To generate the static and the shared library type:

make lib     #  builds lib/libprimme.a
make solib   #  builds lib/libprimme.so (or lib/libprimme.dylib)

The shared library is generated with the action solib instead. Usual flags are supported

  • CC, compiler program such as gcc, clang or icc
  • CFLAGS, compiler options such as -g or -O3
  • CUDADIR, directory of CUDA installation (optional)
  • MAGMADIR, directory of MAGMA installation (optional)
  • PRIMME_WITH_HALF, activates support for half precision if it set to yes; compiler supporting __fp16 is required, e.g., clang.
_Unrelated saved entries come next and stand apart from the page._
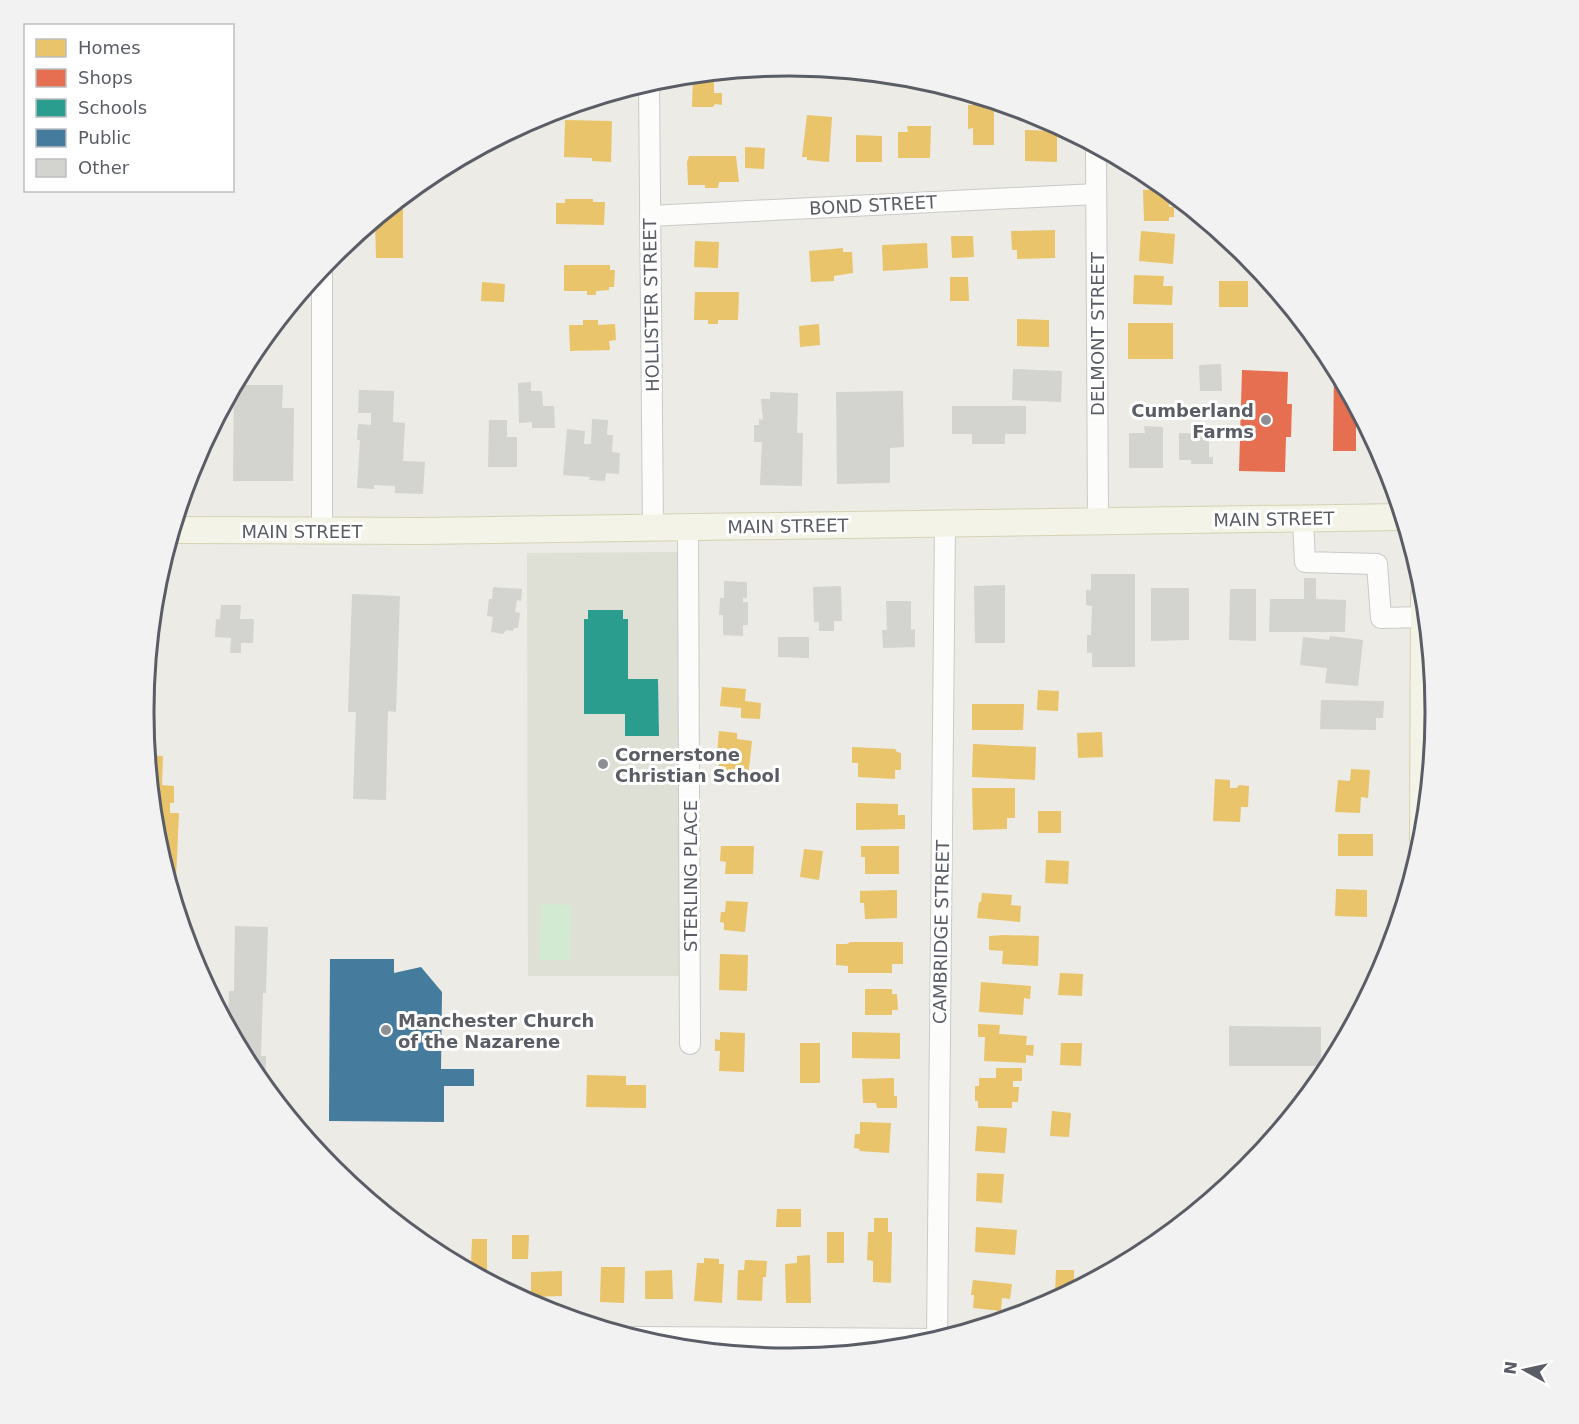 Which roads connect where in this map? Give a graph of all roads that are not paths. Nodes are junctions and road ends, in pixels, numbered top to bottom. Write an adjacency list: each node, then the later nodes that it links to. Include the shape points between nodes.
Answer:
1 (649, 93): 4 (street, HOLLISTER STREET)
2 (1096, 156): 3 (street, DELMONT STREET)
3 (1096, 194): 4 (street, BOND STREET); 8 (street, DELMONT STREET)
4 (650, 216): 10 (street, HOLLISTER STREET)
5 (322, 282): 13 (street)
6 (1394, 517): 7 (main road, MAIN STREET)
7 (1303, 519): 8 (main road, MAIN STREET); 14 (street, via 1305,562 1377,564 1381,618)
8 (1098, 522): 9 (main road, MAIN STREET)
9 (945, 524): 11 (main road, MAIN STREET); 18 (street, CAMBRIDGE STREET)
10 (653, 528): 11 (main road, MAIN STREET); 13 (main road, MAIN STREET)
11 (688, 528): 17 (street, STERLING PLACE)
12 (181, 530): 13 (main road, MAIN STREET)
13 (322, 531)
14 (1417, 609)
15 (1424, 667): 16 (main road)
16 (1423, 761)
17 (690, 1044)
18 (936, 1330)
19 (679, 1337): 20 (street)
20 (891, 1339)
The flags can be indicated by customizing Make_flags or directly introduced at the command line:

make lib CC=clang CFLAGS='-O3'

For building the external interfaces just do:

make matlab       # Set MATLAB=/path/Matlab/bin/matlab MEX=/path/Matlab/bin/mex if needed
make matlab-cuda  # Requires to set CUDADIR and MAGMADIR
make octave
make python
make R_install

We provide packages of the released version for R (see R PRIMME):

install.packages('PRIMME')

and Python (see Python primme):

pip install numpy   # if numpy is not installed yet
pip install scipy   # if scipy is not installed yet
pip install future  # if using python 2
conda install mkl-devel # if using Anaconda Python distribution
pip install primme

C Library Interface

To compute few eigenvalues and eigenvectors from a real symmetric matrix call:

int dprimme(double *evals, double *evecs, double *resNorms,
            primme_params *primme);

The call arguments are:

  • evals, array to return the found eigenvalues;
  • evecs, array to return the found eigenvectors;
  • resNorms, array to return the residual norms of the found eigenpairs; and
  • primme, structure that specify the matrix problem, which eigenvalues are wanted and several method options.
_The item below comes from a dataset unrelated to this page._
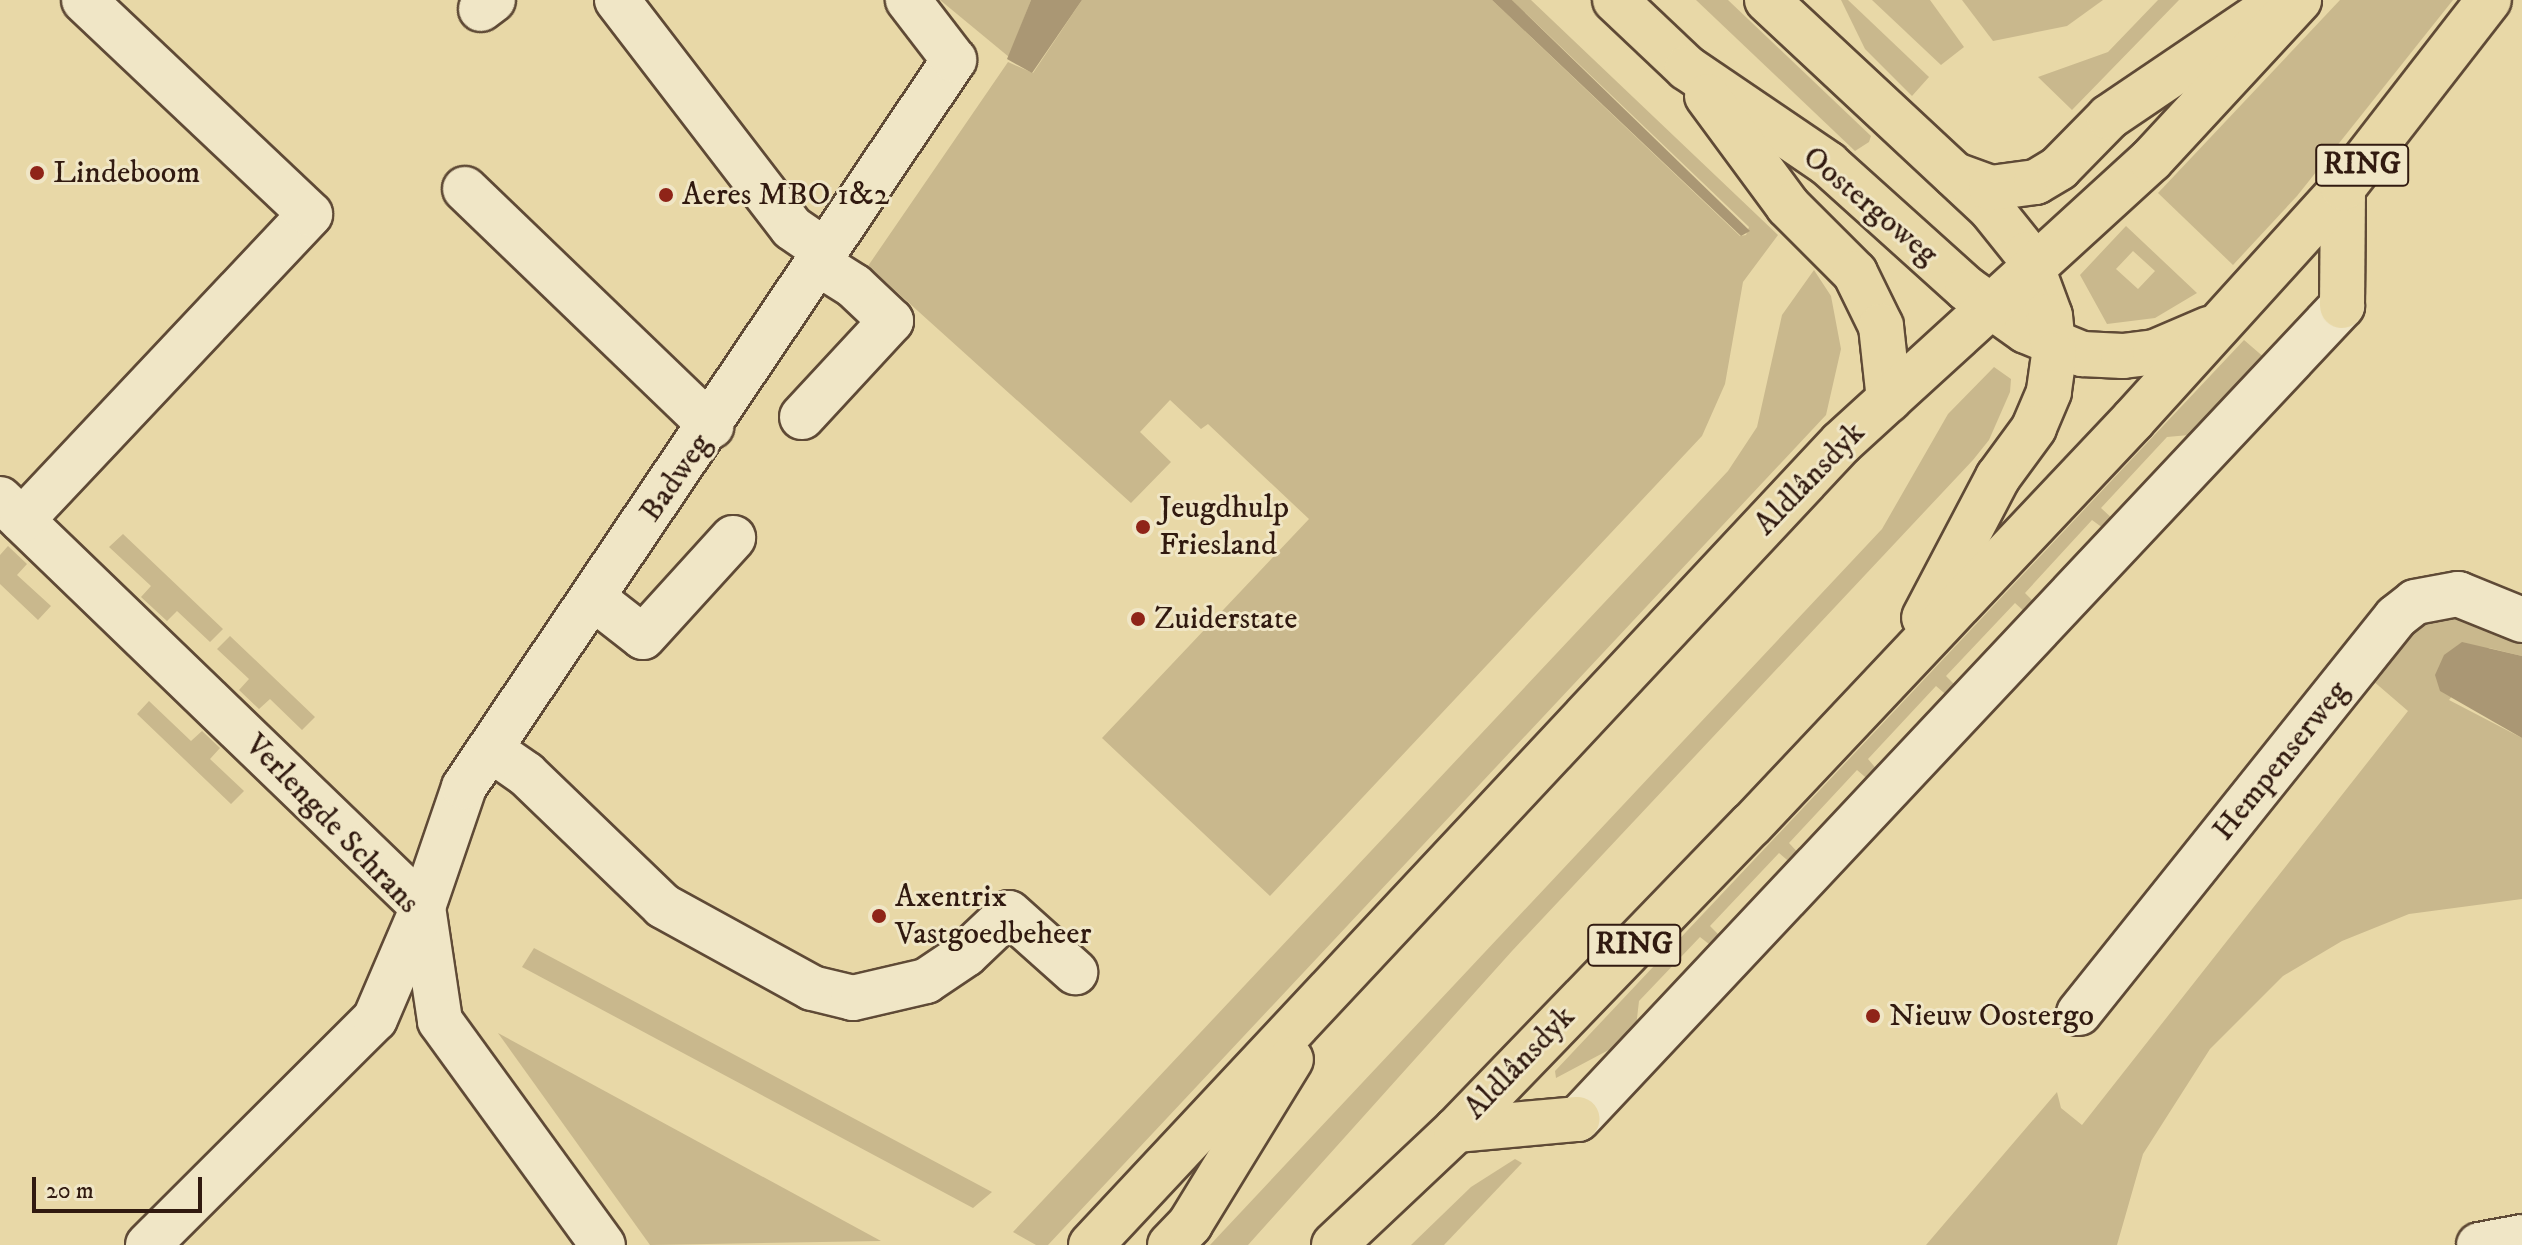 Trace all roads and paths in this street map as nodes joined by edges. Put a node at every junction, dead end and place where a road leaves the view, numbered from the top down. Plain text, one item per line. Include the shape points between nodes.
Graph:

To compute few singular values and vectors from a matrix call:

int dprimme_svds(double *svals, double *svecs, double *resNorms,
            primme_svds_params *primme_svds);

The call arguments are:

  • svals, array to return the found singular values;
  • svecs, array to return the found vectors;
  • resNorms, array to return the residual norms of the triplets; and
  • primme_svds, structure that specify the matrix problem, which values are wanted and several method options.
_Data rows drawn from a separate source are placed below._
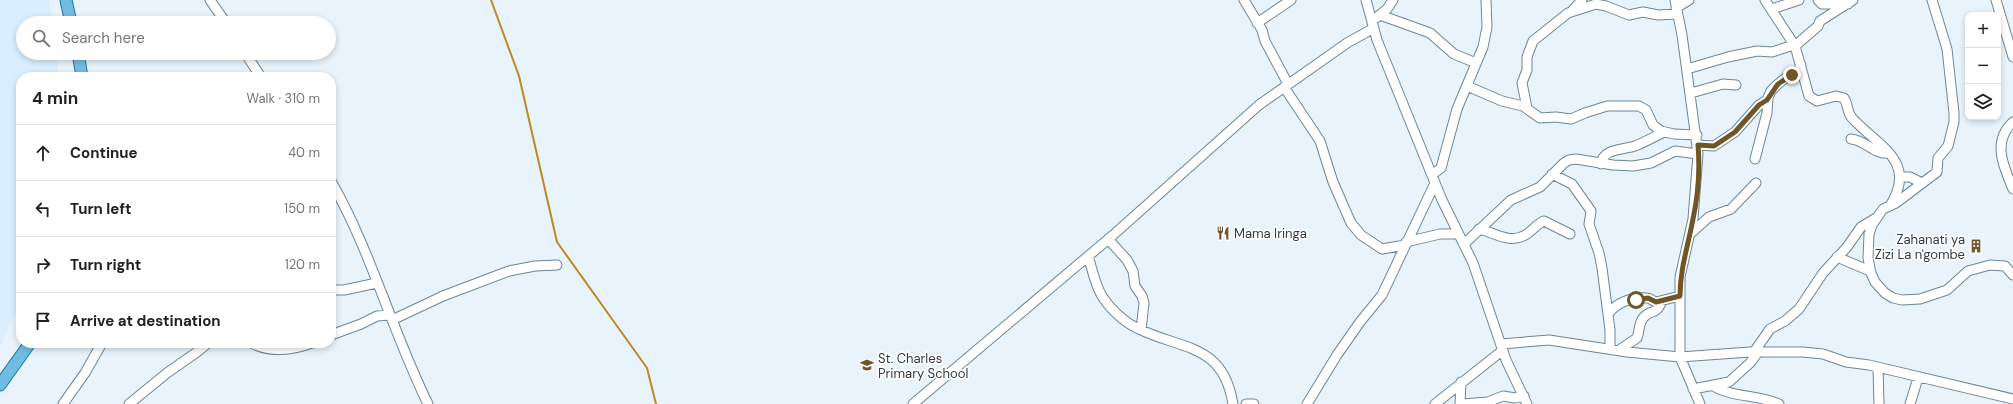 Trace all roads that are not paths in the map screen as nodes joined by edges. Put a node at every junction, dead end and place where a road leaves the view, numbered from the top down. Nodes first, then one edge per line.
1 (66, 0) edge
2 (210, 0) edge
3 (1244, 0) edge
4 (1291, 0) edge
5 (1366, 0) edge
6 (1394, 0) edge
7 (1582, 0) edge
8 (1689, 0) edge
9 (1766, 0) edge
10 (1799, 0) edge
11 (1818, 0) edge
12 (1932, 0) edge
13 (1996, 0) edge
14 (1594, 2) edge
15 (1851, 2) edge
16 (1488, 3) edge
17 (1676, 7) edge
18 (1772, 10) junction
19 (1571, 12) junction
20 (1380, 15) junction
21 (69, 16) edge
22 (221, 16) edge
23 (1257, 23) junction
24 (1373, 25) junction
25 (1795, 45) junction
26 (2013, 57) edge
27 (79, 60) edge
28 (250, 60) edge
29 (1476, 63) junction
30 (1801, 65) junction
31 (1687, 69) junction
32 (81, 72) edge
33 (258, 72) edge
34 (1736, 85) dead end
35 (1286, 86) junction
36 (1467, 86) junction
37 (1691, 93) junction
38 (1768, 98) junction
39 (1528, 108) junction
40 (2013, 122) edge
41 (1664, 132) junction
42 (1697, 135) junction
43 (1851, 139) dead end
44 (1698, 150) junction
45 (1888, 152) junction
46 (1755, 159) dead end
47 (1601, 164) junction
48 (1552, 174) junction
49 (1900, 177) junction
50 (1434, 179) junction
51 (1756, 183) dead end
52 (1922, 183) junction
53 (2013, 189) edge
54 (336, 191) edge
55 (1890, 206) junction
56 (1877, 218) junction
57 (1479, 229) junction
58 (1458, 234) junction
59 (1570, 234) dead end
60 (1690, 234) junction
61 (1108, 240) junction
62 (1406, 243) junction
63 (1464, 244) junction
64 (1088, 256) junction
65 (1837, 257) junction
66 (557, 265) dead end
67 (2012, 270) edge
68 (1870, 271) junction
69 (377, 283) junction
70 (336, 290) edge
71 (1680, 296) junction
72 (1662, 301) junction
73 (1608, 314) junction
74 (391, 318) junction
75 (1141, 330) junction
76 (336, 332) edge
77 (1502, 347) junction
78 (26, 348) edge
79 (99, 348) edge
80 (202, 348) edge
81 (267, 348) edge
82 (289, 348) edge
83 (1614, 350) junction
84 (1756, 352) junction
85 (1680, 357) junction
86 (1878, 368) junction
87 (1918, 378) junction
88 (1461, 382) junction
89 (0, 385) edge
90 (1713, 386) junction
91 (1693, 389) junction
92 (2013, 399) edge
93 (1526, 400) edge
94 (1234, 403) edge
95 (62, 404) edge
96 (129, 404) edge
97 (428, 404) edge
98 (913, 404) edge
99 (1246, 404) edge
100 (1254, 404) edge
101 (1307, 404) edge
102 (1436, 404) edge
103 (1460, 404) edge
104 (1463, 404) edge
105 (1700, 404) edge
106 (1779, 404) edge
107 (1879, 404) edge
108 (1910, 404) edge

1 - 21 main road
2 - 22 street
3 - 23 street
4 - 23 street
5 - 24 street
6 - 20 street
7 - 19 street
8 - 17 street
9 - 18 street
10 - 18 street
11 - 15 street
12 - 52 street
13 - 26 street
14 - 17 street
14 - 19 street
15 - 25 street
16 - 29 street
17 - 31 street
18 - 25 street
19 - 39 street
20 - 24 street
20 - 29 street
23 - 35 street
24 - 35 street
24 - 50 street
25 - 30 street
25 - 31 street
27 - 32 main road
28 - 33 street
29 - 36 street
30 - 38 street
30 - 45 street
31 - 37 street
34 - 37 street
35 - 61 street
35 - 62 street
36 - 39 street
36 - 50 street
37 - 42 street
38 - 44 street
38 - 46 street
39 - 41 street
40 - 53 street
41 - 42 street
41 - 47 street
42 - 44 street
43 - 45 street
44 - 47 street
44 - 60 street
45 - 49 street
47 - 48 street
48 - 57 street
48 - 73 street
49 - 52 street
49 - 55 street
50 - 58 street
50 - 62 street
51 - 60 street
52 - 55 street
54 - 69 street
55 - 56 street
56 - 65 street
56 - 68 street
57 - 59 street
57 - 63 street
58 - 62 street
58 - 63 street
60 - 71 street
61 - 64 street
61 - 75 street
62 - 101 street
63 - 77 street
64 - 75 street
64 - 98 street
65 - 68 street
65 - 84 street
66 - 74 street
67 - 68 street
69 - 70 street
69 - 74 street
71 - 72 street
71 - 85 street
72 - 73 street
72 - 83 street
73 - 83 street
74 - 76 street
74 - 97 street
75 - 94 street
77 - 83 street
77 - 88 street
77 - 93 street
78 - 89 main road
79 - 95 street
80 - 96 street
81 - 82 street
83 - 85 street
84 - 85 street
84 - 86 street
84 - 90 street
85 - 91 street
86 - 87 street
86 - 107 street
87 - 92 street
87 - 108 street
88 - 102 street
88 - 103 street
90 - 91 street
90 - 106 street
91 - 105 street
93 - 104 street
99 - 100 street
There are available versions for half and float and complex variants. See documentation in readme.txt file and in doc directory; also it is online at doc. The examples directory has several self-contained examples in C, C++ and F77, some of them using PETSc and MAGMA.

Citing this code

Please cite (bibtex):

  • A. Stathopoulos and J. R. McCombs PRIMME: PReconditioned Iterative MultiMethod Eigensolver: Methods and software description, ACM Transaction on Mathematical Software Vol. 37, No. 2, (2010), 21:1-21:30.
  • L. Wu, E. Romero and A. Stathopoulos, PRIMME_SVDS: A High-Performance Preconditioned SVD Solver for Accurate Large-Scale Computations, SIAM J. Sci. Comput., Vol. 39, No. 5, (2017), S248--S271.

More information on the algorithms and research that led to this software can be found in the rest of the papers. The work has been supported by a number of grants from the National Science Foundation.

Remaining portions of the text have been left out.